2. The Reporting Person's prior reports included up to 750,000 Class B ordinary shares that would be surrendered to the Issuer for no consideration by the Reporting Person depending on the extent to which the underwriters of the Issuer's initial public offering exercised their over-allotment option. On December 29, 2021, the Reporting Person forfeited and surrendered 377,585 Class B ordinary shares as a result of underwriter's partial exercise of its over-allotment option.
3. The Reporting Person is the sponsor of the Issuer. The Reporting Person is controlled by Shmuel Chafets and Yaron Valler, who have voting and investment discretion in respect of the ordinary shares held by the Reporting Person and may be deemed to have shared beneficial ownership of such ordinary shares. Each of Shmuel Chafets and Yaron Valler disclaims beneficial ownership of the shares held by the Reporting Person except to the extent of his pecuniary interest therein, directly or indirectly.
/s/ Target Global Sponsor Ltd.; By its Authorized Signatory Heiko Dimmerling 08/07/2023
** Signature of Reporting Person Date
Reminder: Report on a separate line for each class of securities beneficially owned directly or indirectly.
* If the form is filed by more than one reporting person, see Instruction 4 (b)(v).

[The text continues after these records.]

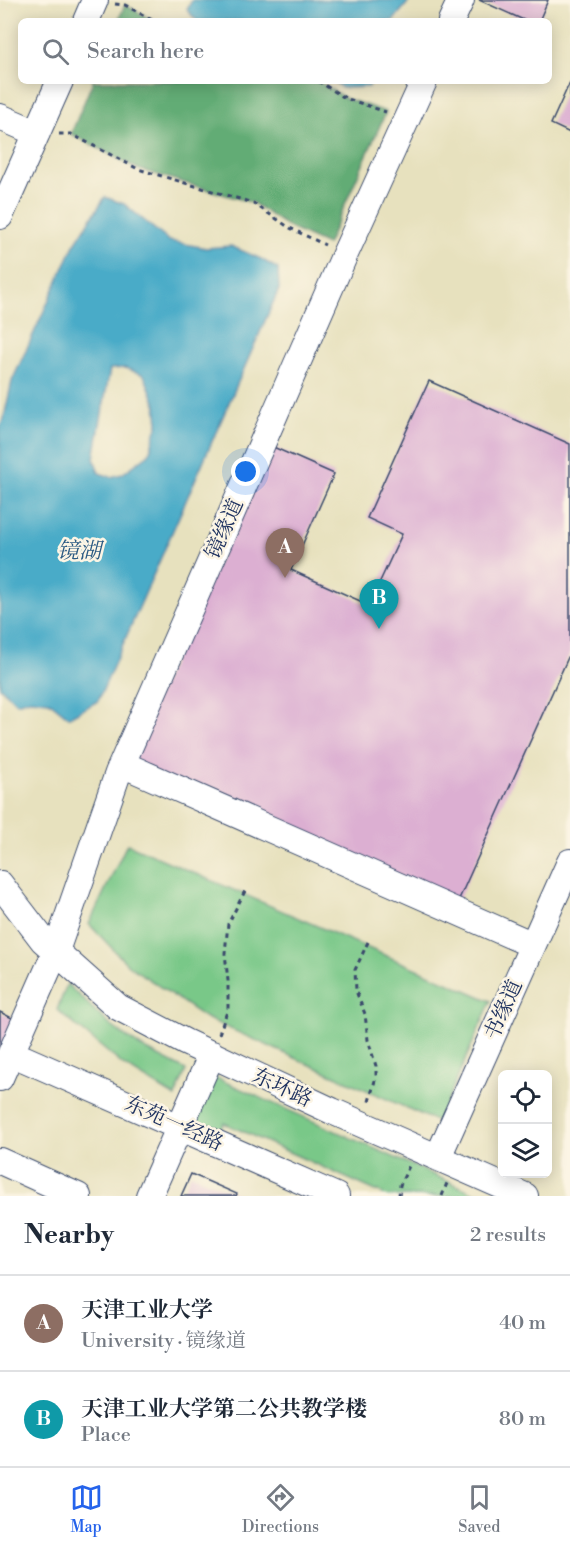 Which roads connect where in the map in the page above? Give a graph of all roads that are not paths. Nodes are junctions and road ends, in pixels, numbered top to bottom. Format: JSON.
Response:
{"nodes":[{"id":1,"x":461,"y":0,"type":"edge"},
{"id":2,"x":452,"y":18,"type":"edge"},
{"id":3,"x":59,"y":84,"type":"edge"},
{"id":4,"x":423,"y":84,"type":"edge"},
{"id":5,"x":0,"y":117,"type":"edge"},
{"id":6,"x":37,"y":133,"type":"junction"},
{"id":7,"x":0,"y":216,"type":"edge"},
{"id":8,"x":122,"y":764,"type":"junction"},
{"id":9,"x":570,"y":862,"type":"edge"},
{"id":10,"x":0,"y":884,"type":"edge"},
{"id":11,"x":533,"y":945,"type":"junction"},
{"id":12,"x":56,"y":951,"type":"junction"},
{"id":13,"x":11,"y":1053,"type":"junction"},
{"id":14,"x":212,"y":1054,"type":"junction"},
{"id":15,"x":0,"y":1078,"type":"edge"},
{"id":16,"x":180,"y":1127,"type":"junction"},
{"id":17,"x":427,"y":1153,"type":"junction"},
{"id":18,"x":0,"y":1161,"type":"edge"},
{"id":19,"x":78,"y":1196,"type":"edge"},
{"id":20,"x":149,"y":1196,"type":"edge"},
{"id":21,"x":336,"y":1196,"type":"edge"},
{"id":22,"x":525,"y":1196,"type":"edge"}],
"edges":[{"from":1,"to":2,"type":"street"},
{"from":3,"to":6,"type":"street"},
{"from":4,"to":8,"type":"street","name":"镜缘道"},
{"from":5,"to":6,"type":"street"},
{"from":6,"to":7,"type":"street"},
{"from":8,"to":11,"type":"street"},
{"from":8,"to":12,"type":"street","name":"镜缘道"},
{"from":9,"to":11,"type":"street","name":"书缘道"},
{"from":10,"to":12,"type":"street","name":"东环路"},
{"from":11,"to":17,"type":"street","name":"书缘道"},
{"from":12,"to":13,"type":"street","name":"镜缘道"},
{"from":12,"to":14,"type":"street","name":"东环路"},
{"from":13,"to":15,"type":"street","name":"镜缘道"},
{"from":13,"to":16,"type":"street","name":"东苑一经路"},
{"from":14,"to":16,"type":"street"},
{"from":14,"to":17,"type":"street","name":"东环路"},
{"from":16,"to":20,"type":"street"},
{"from":16,"to":21,"type":"street","name":"东苑一经路"},
{"from":17,"to":22,"type":"street","name":"东环路"},
{"from":18,"to":19,"type":"street"}]}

** Intentional misstatements or omissions of facts constitute Federal Criminal Violations See 18 U.S.C. 1001 and 15 U.S.C. 78ff(a).
Note: File three copies of this Form, one of which must be manually signed. If space is insufficient, see Instruction 6 for procedure.
Persons who respond to the collection of information contained in this form are not required to respond unless the form displays a currently valid OMB Number.